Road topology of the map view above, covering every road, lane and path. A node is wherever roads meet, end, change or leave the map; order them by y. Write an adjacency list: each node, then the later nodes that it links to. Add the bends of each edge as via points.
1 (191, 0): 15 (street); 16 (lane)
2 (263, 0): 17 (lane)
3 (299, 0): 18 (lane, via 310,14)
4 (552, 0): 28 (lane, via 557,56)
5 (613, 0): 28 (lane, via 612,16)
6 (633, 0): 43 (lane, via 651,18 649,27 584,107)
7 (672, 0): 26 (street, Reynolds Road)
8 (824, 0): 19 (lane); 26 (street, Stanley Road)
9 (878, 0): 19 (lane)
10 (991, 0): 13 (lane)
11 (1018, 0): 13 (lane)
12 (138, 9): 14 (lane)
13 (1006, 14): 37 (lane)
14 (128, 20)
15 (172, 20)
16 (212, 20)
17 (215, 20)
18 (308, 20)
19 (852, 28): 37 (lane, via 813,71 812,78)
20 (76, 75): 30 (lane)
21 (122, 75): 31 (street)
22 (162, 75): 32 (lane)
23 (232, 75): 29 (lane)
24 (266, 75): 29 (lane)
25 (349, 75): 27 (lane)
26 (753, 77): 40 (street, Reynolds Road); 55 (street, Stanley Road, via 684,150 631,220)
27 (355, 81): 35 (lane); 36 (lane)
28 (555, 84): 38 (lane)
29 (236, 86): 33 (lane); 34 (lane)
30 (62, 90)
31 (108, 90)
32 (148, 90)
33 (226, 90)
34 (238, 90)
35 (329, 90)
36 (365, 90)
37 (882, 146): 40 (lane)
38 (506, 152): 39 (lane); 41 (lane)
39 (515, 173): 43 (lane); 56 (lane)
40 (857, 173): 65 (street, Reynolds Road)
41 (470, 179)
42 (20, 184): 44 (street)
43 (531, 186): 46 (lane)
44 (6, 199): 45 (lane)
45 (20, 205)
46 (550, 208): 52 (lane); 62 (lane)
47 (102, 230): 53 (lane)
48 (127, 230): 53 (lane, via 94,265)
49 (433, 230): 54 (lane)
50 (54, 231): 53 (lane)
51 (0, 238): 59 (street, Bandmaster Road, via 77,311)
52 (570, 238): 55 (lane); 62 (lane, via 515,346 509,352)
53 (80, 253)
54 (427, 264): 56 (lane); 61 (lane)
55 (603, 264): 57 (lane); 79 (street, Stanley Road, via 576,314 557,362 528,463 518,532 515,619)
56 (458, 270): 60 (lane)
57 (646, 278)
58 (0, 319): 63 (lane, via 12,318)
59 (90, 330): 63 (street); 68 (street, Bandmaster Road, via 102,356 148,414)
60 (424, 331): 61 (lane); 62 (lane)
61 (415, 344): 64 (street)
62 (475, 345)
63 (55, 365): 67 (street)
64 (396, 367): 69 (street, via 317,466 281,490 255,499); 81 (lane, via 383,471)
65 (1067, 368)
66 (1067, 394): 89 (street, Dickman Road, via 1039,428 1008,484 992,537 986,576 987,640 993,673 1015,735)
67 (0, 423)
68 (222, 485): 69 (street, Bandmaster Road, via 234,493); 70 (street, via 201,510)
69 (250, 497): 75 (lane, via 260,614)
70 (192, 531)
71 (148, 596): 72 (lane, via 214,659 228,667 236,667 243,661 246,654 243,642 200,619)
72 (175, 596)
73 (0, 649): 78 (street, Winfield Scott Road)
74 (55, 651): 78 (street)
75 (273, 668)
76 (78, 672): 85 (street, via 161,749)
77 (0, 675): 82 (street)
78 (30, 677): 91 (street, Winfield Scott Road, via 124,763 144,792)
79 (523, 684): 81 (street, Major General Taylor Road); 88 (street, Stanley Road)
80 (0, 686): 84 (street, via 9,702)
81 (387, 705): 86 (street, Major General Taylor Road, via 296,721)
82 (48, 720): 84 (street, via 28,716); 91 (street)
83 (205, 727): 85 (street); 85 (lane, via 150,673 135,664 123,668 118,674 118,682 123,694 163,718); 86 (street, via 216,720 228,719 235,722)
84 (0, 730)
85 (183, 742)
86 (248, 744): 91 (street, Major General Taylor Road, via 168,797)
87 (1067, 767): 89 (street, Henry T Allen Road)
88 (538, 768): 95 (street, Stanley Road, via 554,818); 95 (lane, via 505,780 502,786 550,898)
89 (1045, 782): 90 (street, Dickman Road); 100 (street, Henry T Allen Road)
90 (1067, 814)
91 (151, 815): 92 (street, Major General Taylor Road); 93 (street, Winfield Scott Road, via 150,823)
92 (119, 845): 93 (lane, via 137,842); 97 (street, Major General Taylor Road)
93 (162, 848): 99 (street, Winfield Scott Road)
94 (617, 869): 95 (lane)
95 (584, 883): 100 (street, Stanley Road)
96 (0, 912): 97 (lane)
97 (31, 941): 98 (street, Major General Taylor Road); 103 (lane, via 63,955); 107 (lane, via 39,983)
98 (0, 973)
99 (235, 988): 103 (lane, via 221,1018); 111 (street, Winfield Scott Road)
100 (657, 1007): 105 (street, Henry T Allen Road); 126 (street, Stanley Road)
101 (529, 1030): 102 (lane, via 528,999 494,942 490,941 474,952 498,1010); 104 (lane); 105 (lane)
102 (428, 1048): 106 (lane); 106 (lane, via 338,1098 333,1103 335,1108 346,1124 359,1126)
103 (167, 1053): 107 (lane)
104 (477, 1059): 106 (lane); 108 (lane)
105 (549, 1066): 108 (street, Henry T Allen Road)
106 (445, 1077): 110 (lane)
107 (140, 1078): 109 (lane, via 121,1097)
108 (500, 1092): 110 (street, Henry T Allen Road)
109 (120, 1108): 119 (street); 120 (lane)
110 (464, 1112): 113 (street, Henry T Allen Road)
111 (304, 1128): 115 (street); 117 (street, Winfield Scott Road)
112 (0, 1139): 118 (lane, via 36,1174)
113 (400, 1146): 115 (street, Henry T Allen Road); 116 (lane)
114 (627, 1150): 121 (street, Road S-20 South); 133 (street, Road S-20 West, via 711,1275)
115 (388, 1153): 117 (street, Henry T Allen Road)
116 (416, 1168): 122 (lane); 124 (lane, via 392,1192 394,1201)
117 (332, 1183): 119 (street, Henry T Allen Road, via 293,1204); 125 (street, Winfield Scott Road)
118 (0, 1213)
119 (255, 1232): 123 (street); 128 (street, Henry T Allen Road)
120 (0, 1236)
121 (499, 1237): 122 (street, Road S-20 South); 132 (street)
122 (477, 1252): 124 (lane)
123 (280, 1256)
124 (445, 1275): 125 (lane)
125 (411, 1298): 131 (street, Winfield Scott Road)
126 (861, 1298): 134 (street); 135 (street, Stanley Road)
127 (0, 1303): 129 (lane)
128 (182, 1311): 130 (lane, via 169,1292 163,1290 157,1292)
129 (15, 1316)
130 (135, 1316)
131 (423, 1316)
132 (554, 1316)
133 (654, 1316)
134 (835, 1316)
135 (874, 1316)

☆ ☆ ☆

Pull out all lines of the data with the string "Taylor".

79 (523, 684): 81 (street, Major General Taylor Road); 88 (street, Stanley Road)
81 (387, 705): 86 (street, Major General Taylor Road, via 296,721)
86 (248, 744): 91 (street, Major General Taylor Road, via 168,797)
91 (151, 815): 92 (street, Major General Taylor Road); 93 (street, Winfield Scott Road, via 150,823)
92 (119, 845): 93 (lane, via 137,842); 97 (street, Major General Taylor Road)
97 (31, 941): 98 (street, Major General Taylor Road); 103 (lane, via 63,955); 107 (lane, via 39,983)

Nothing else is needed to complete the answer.